What this means for wicking beds

In a wicking bed, the ability to store and deliver water efficiently is the whole point. That is why living soil can be a more effective water storage medium than the commonly used stone-and-cloth approach. Real soil, with strong biological structure, can hold a lot of water in a way that plants can actually use.

So why do many people still use sterile stones and cloth instead of living soil? One reason is simple: many people do not yet understand how important soil biology is. Another reason is emotional. Stones feel “clean” and predictable, while soil feels messy. But that “mess” is exactly where the function comes from.

Soil biology matters for human health too

The microbes in soil do not just matter for plants. They matter for people. Healthy soil supports beneficial microbes that can move through the soil–plant system and contribute to healthy biology in our own gut environment. This is one reason why growing food in living soil can feel different to growing food in sterile media.

Think in ecosystems, not “sterile vs dirty”

A key idea is how ecosystems work in real life. The soil is an ecosystem, and so is the human gut. In the gut, many people carry potentially harmful organisms such as E. coli. Most of the time this is not a problem because beneficial biology crowds out harmful biology and keeps it in check.

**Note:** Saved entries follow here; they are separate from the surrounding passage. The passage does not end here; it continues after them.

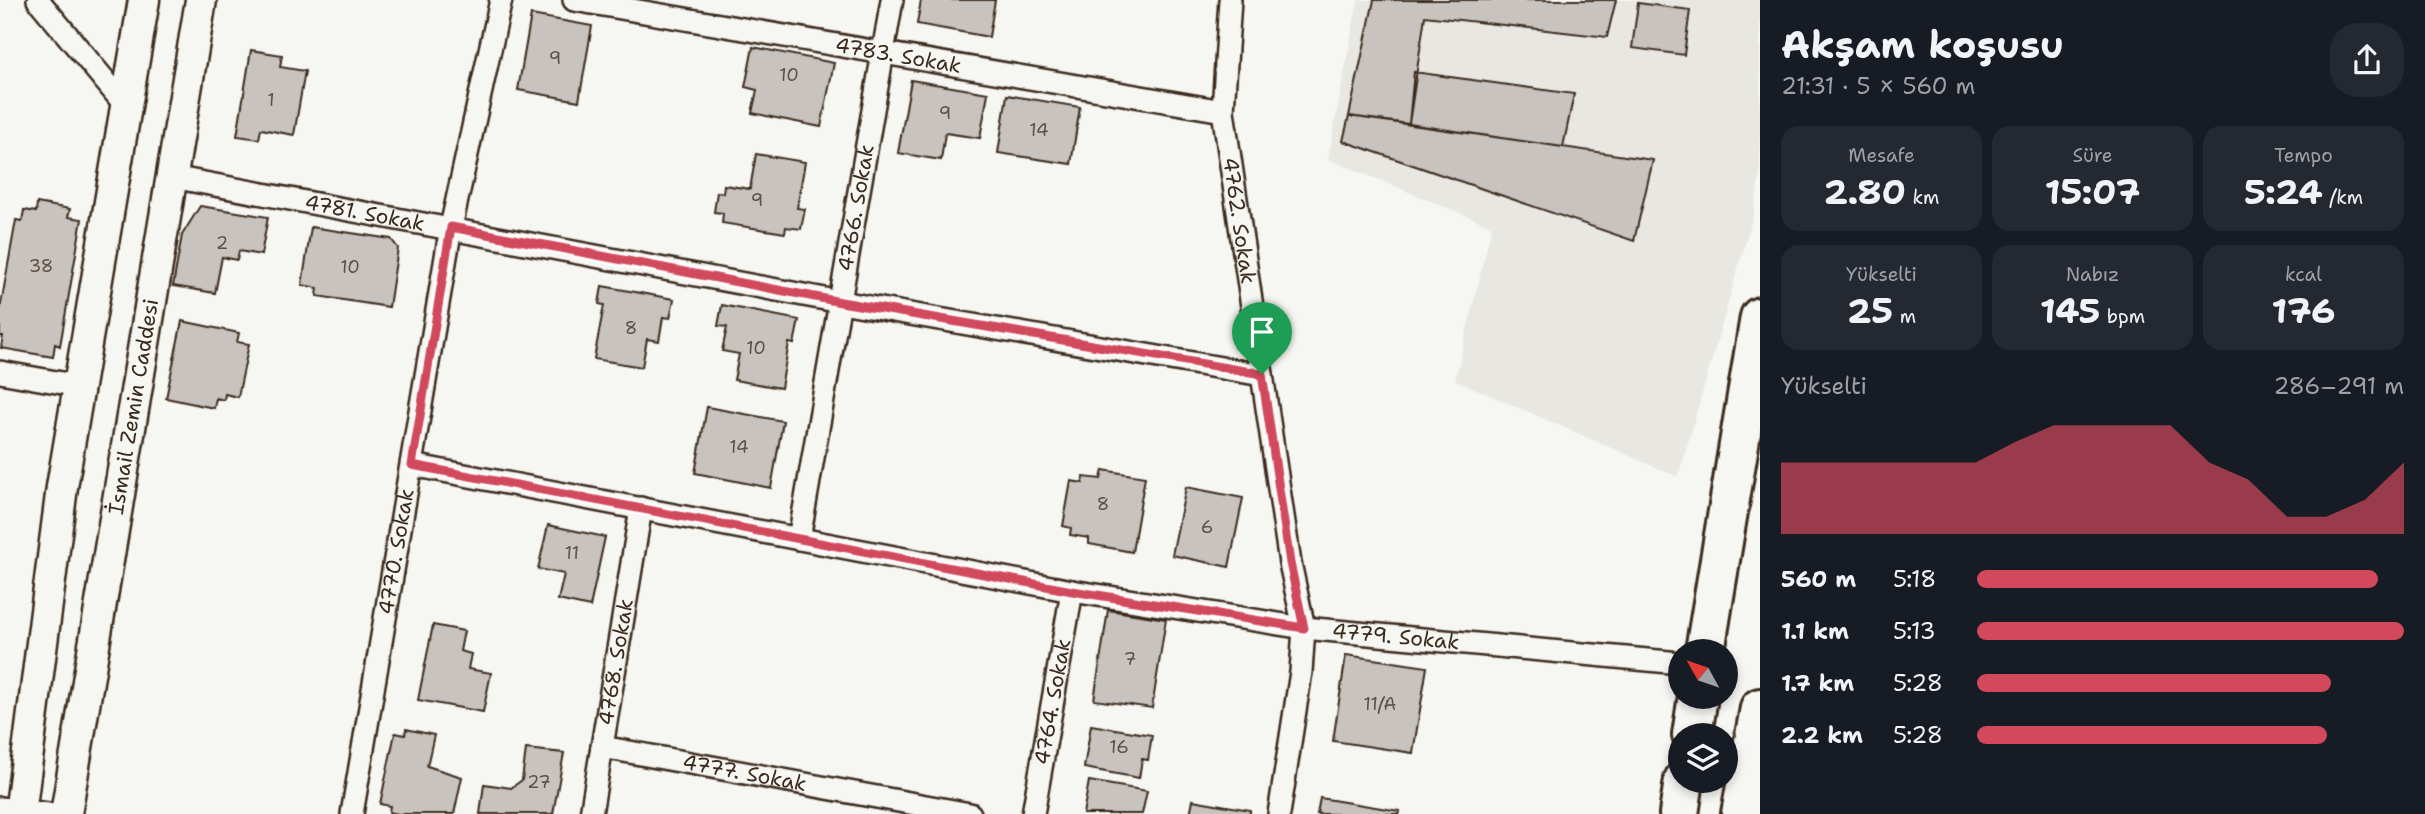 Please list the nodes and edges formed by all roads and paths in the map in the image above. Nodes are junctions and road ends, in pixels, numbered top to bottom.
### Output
1 (38, 0) edge
2 (144, 0) edge
3 (201, 0) edge
4 (501, 0) edge
5 (574, 0) edge
6 (892, 0) edge
7 (1230, 0) edge
8 (883, 51) junction
9 (126, 106) junction
10 (1223, 111) junction
11 (172, 177) junction
12 (451, 227) junction
13 (841, 302) junction
14 (1760, 317) edge
15 (0, 372) edge
16 (1262, 374) junction
17 (79, 386) junction
18 (412, 465) junction
19 (641, 509) junction
20 (799, 539) junction
21 (1072, 591) junction
22 (1304, 628) junction
23 (1707, 639) edge
24 (1668, 662) edge
25 (1760, 708) edge
26 (602, 747) junction
27 (1682, 793) edge
28 (22, 812) edge
29 (66, 814) edge
30 (352, 814) edge
31 (591, 814) edge
32 (970, 814) edge
33 (1032, 814) edge
34 (1279, 814) edge
35 (1679, 814) edge
36 (1741, 814) edge

1 - 9 street
2 - 9 main road
3 - 11 main road, İsmail Zemin Caddesi
4 - 12 street, 4770. Sokak
5 - 8 street, 4783. Sokak
6 - 8 street, 4766. Sokak
7 - 10 street, 4762. Sokak
8 - 10 street, 4783. Sokak
8 - 13 street, 4766. Sokak
9 - 17 main road
10 - 16 street, 4762. Sokak
11 - 12 street, 4781. Sokak
11 - 29 main road, İsmail Zemin Caddesi
12 - 13 street, 4781. Sokak
12 - 18 street, 4770. Sokak
13 - 16 street, 4781. Sokak
13 - 20 street, 4766. Sokak
14 - 23 highway
15 - 17 street
16 - 22 street, 4762. Sokak
17 - 28 main road
18 - 19 street, 4779. Sokak
18 - 30 street, 4770. Sokak
19 - 20 street, 4779. Sokak
19 - 26 street, 4768. Sokak
20 - 21 street, 4779. Sokak
21 - 22 street, 4779. Sokak
21 - 33 street, 4764. Sokak
22 - 24 street, 4779. Sokak
22 - 34 street, 4762. Sokak
25 - 36 highway
26 - 31 street, 4768. Sokak
26 - 32 street, 4777. Sokak
27 - 35 highway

The same principle applies in soil. Harmful organisms exist in soils too, such as root-eating nematodes. These can become a problem if the ecosystem loses balance. But in a healthy soil ecosystem, beneficial organisms keep them controlled. For example, fungal hyphae can help suppress or destroy certain harmful nematodes.

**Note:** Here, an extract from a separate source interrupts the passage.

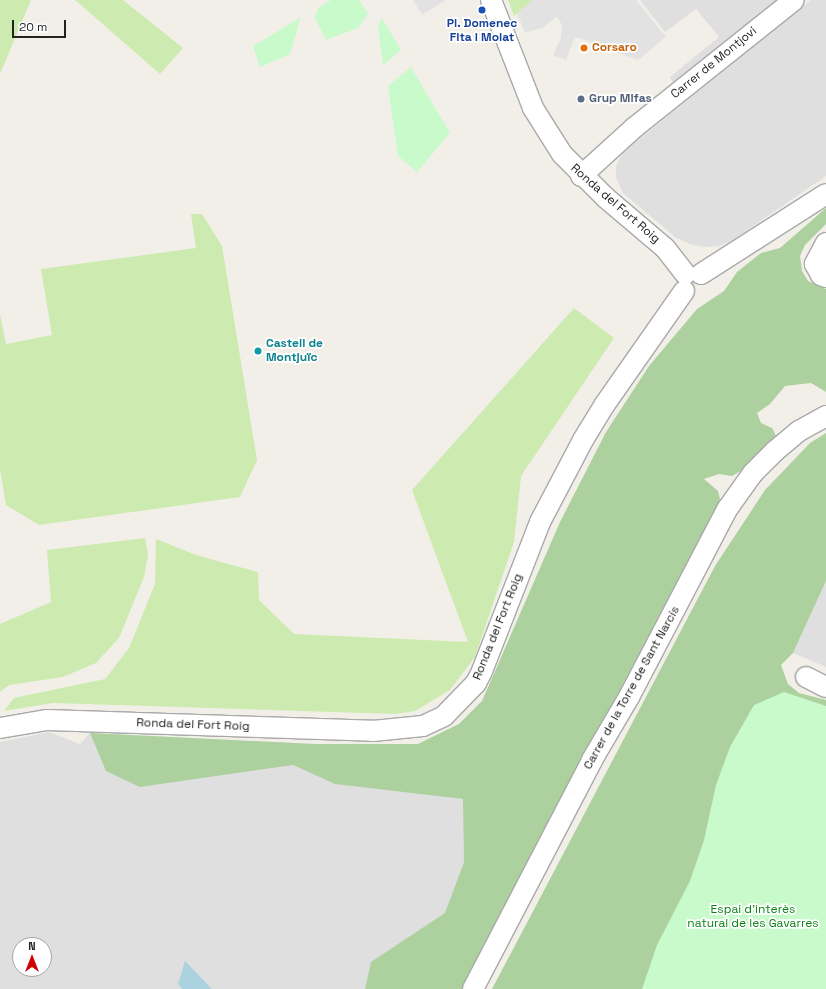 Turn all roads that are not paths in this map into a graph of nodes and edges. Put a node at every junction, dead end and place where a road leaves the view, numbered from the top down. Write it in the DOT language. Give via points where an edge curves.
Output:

Why “kill the bad stuff” is the wrong paradigm

Many people assume health comes from killing harmful organisms and keeping things sterile. This seems logical, but it often backfires. In practice, it is difficult to kill harmful organisms without also damaging beneficial ones. When beneficial biology is weakened, harmful organisms can expand rapidly and cause bigger problems than before.

A more resilient approach is to build conditions where beneficial organisms dominate. That way, harmful organisms may still exist in tiny amounts, but they do not take over.

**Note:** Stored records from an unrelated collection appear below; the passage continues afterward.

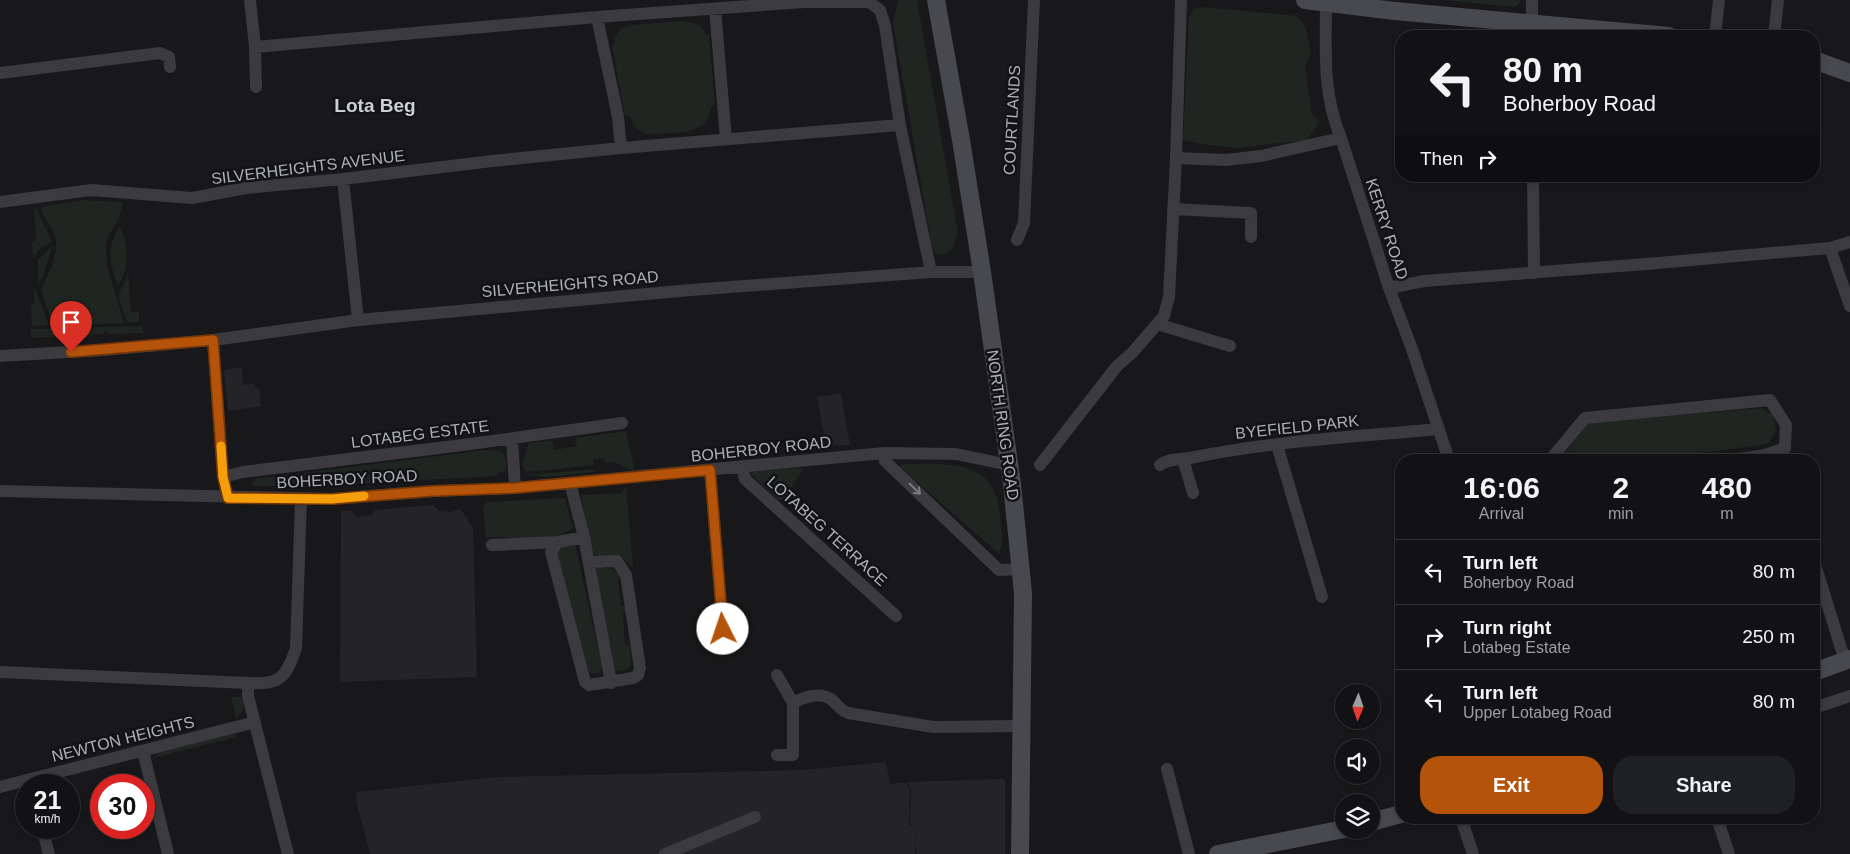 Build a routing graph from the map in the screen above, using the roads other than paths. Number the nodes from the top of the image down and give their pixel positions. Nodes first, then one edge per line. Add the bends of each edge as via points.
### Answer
1 (250, 0) edge
2 (936, 0) edge
3 (1034, 0) edge
4 (1181, 0) edge
5 (1305, 0) edge
6 (1532, 0) edge
7 (1719, 0) edge
8 (1778, 0) edge
9 (1326, 2) junction
10 (715, 9) junction
11 (597, 17) junction
12 (1532, 30) edge
13 (1716, 30) edge
14 (1775, 30) edge
15 (255, 47) junction
16 (1820, 62) edge
17 (170, 67) dead end
18 (0, 73) edge
19 (1850, 73) edge
20 (256, 87) dead end
21 (900, 125) junction
22 (1340, 138) junction
23 (726, 139) junction
24 (621, 148) junction
25 (1176, 158) junction
26 (343, 179) junction
27 (1533, 182) edge
28 (0, 202) edge
29 (1173, 209) junction
30 (1251, 237) dead end
31 (1017, 240) dead end
32 (1850, 242) edge
33 (1830, 248) junction
34 (931, 272) junction
35 (982, 272) junction
36 (1534, 273) junction
37 (1389, 288) junction
38 (1850, 306) edge
39 (358, 320) junction
40 (1157, 324) junction
41 (213, 340) junction
42 (1230, 346) dead end
43 (0, 356) edge
44 (622, 423) dead end
45 (1438, 429) junction
46 (512, 439) junction
47 (1277, 445) junction
48 (884, 453) junction
49 (1447, 454) edge
50 (1555, 454) edge
51 (1768, 454) edge
52 (1183, 459) junction
53 (1009, 465) junction
54 (1160, 465) dead end
55 (1040, 466) dead end
56 (742, 467) junction
57 (710, 470) junction
58 (223, 477) junction
59 (570, 483) junction
60 (515, 488) junction
61 (0, 491) edge
62 (1192, 493) dead end
63 (228, 498) junction
64 (301, 499) junction
65 (584, 538) junction
66 (558, 542) junction
67 (492, 545) dead end
68 (589, 562) junction
69 (1022, 569) junction
70 (1820, 579) edge
71 (1322, 597) dead end
72 (896, 616) dead end
73 (723, 629) dead end
74 (1847, 660) edge
75 (1820, 670) edge
76 (0, 672) edge
77 (777, 675) dead end
78 (248, 683) junction
79 (611, 683) junction
80 (1850, 696) edge
81 (793, 703) junction
82 (1820, 706) edge
83 (255, 722) junction
84 (1022, 726) junction
85 (143, 751) junction
86 (778, 756) dead end
87 (1167, 769) dead end
88 (62, 774) edge
89 (15, 785) edge
90 (0, 787) edge
91 (1395, 816) edge
92 (755, 817) dead end
93 (1380, 820) edge
94 (1463, 824) edge
95 (1719, 824) edge
96 (1335, 831) edge
97 (45, 839) edge
98 (50, 854) edge
99 (168, 854) edge
100 (288, 854) edge
101 (665, 854) edge
102 (1020, 854) edge
103 (1189, 854) edge
104 (1218, 854) edge
105 (1472, 854) edge
106 (1729, 854) edge

1 - 15 street
2 - 35 main road, NORTH RING ROAD
3 - 31 street, COURTLANDS via 1024,223
4 - 25 street
5 - 9 main road
6 - 12 street
7 - 13 street
8 - 14 street
9 - 12 main road
9 - 22 street, KERRY ROAD via 1326,77 1333,119
10 - 11 street
10 - 21 street via 805,2 869,2 880,10 885,26
10 - 23 street
11 - 15 street
11 - 24 street via 618,117
15 - 20 street
16 - 19 main road
17 - 18 street via 169,58 160,53
21 - 23 street, SILVERHEIGHTS AVENUE
21 - 34 street
22 - 25 street via 1261,156 1226,160
22 - 37 street, KERRY ROAD
23 - 24 street, SILVERHEIGHTS AVENUE
24 - 26 street, SILVERHEIGHTS AVENUE
25 - 29 street
26 - 28 street, SILVERHEIGHTS AVENUE via 246,188 192,198 91,190
26 - 39 street
27 - 36 street
29 - 30 street via 1252,213
29 - 40 street via 1169,297 1164,316
32 - 33 street
33 - 36 street
33 - 38 street
34 - 35 street, SILVERHEIGHTS ROAD
34 - 39 street, SILVERHEIGHTS ROAD
35 - 53 main road, NORTH RING ROAD
36 - 37 street
37 - 45 street, KERRY ROAD
39 - 41 street, SILVERHEIGHTS ROAD
40 - 42 street
40 - 55 street via 1117,366
41 - 43 street, SILVERHEIGHTS ROAD
41 - 58 street
44 - 46 street, LOTABEG ESTATE
45 - 47 street, BYEFIELD PARK
45 - 49 street, KERRY ROAD
46 - 58 street, LOTABEG ESTATE via 271,468
46 - 60 street
47 - 52 street, BYEFIELD PARK via 1232,449
47 - 71 street
48 - 53 street, BOHERBOY ROAD via 956,454
48 - 56 street, BOHERBOY ROAD
48 -> 69 street via 886,461 1000,570
50 - 51 street via 1584,418 1770,400 1786,425 1785,448
52 - 54 street, BYEFIELD PARK
52 - 62 street
53 - 69 main road, NORTH RING ROAD
56 - 57 street, BOHERBOY ROAD
56 - 72 street, LOTABEG TERRACE via 745,479
57 - 59 street, BOHERBOY ROAD
57 - 73 street
58 - 63 street
59 - 60 street, BOHERBOY ROAD
59 - 65 street
60 - 64 street, BOHERBOY ROAD
61 - 63 street, BOHERBOY ROAD
63 - 64 street, BOHERBOY ROAD
64 - 78 street via 296,648 281,678 274,682
65 - 66 street
65 - 68 street
66 - 67 street
66 - 79 street via 552,552 584,682 589,685
68 - 79 street
68 - 79 street via 617,561 626,574 640,668 633,678
69 - 84 main road, NORTH RING ROAD
70 - 74 street
74 - 75 main road
76 - 78 street
77 - 81 street
78 - 83 street
80 - 82 street
81 - 84 street via 803,697 822,696 848,713 923,726
81 - 86 street via 794,755
83 - 85 street, NEWTON HEIGHTS
83 - 100 street
84 - 102 main road, NORTH RING ROAD
85 - 88 street, NEWTON HEIGHTS
85 - 99 street
87 - 103 street
89 - 90 street, NEWTON HEIGHTS
91 - 93 main road
92 - 101 street
94 - 105 street
95 - 106 street
96 - 104 main road
97 - 98 street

Don’t just fill a bed with “dirt”

If living soil is so beneficial, does that mean you can just fill a wicking bed with any dirt and call it a day? No. Living soil must be managed as an ecosystem. That means inoculating the soil with beneficial microbes (if they are not already present), and then maintaining the conditions that let the beneficial life thrive.

Beneficial life needs two simple things: food and oxygen. Food comes from organic material. Oxygen comes from good structure and correct watering cycles that avoid permanent waterlogging.

Practical steps to build living soil in a wicking bed

A practical way to start is to include organic material at the base of the bed and introduce worms. Then keep topping the bed with mulch so the worms can pull organic matter down into the soil profile over time. This helps build structure, feeds microbes, and creates stable pore networks that improve both water storage and root growth.

Watering technique matters as well. Use a deep watering cycle: let plants draw down the water before refilling. This encourages roots to penetrate deeper, which strengthens the wicking cycle and helps the entire soil profile stay active. Deep rooting also supports better nutrient cycling and makes the bed more resilient in hot or dry periods.

Conclusion

The difference between dirt and soil is life. Biology builds structure, pores, and resilience, turning a dead growing medium into a living system that holds water, supports roots, and cycles nutrients. In wicking beds, living soil can outperform sterile stone systems because it stores water in a plant-usable way and supports a balanced ecosystem. The goal is not sterility. The goal is dominance of beneficial life, supported by organic matter, oxygen, worms, and smart watering cycles.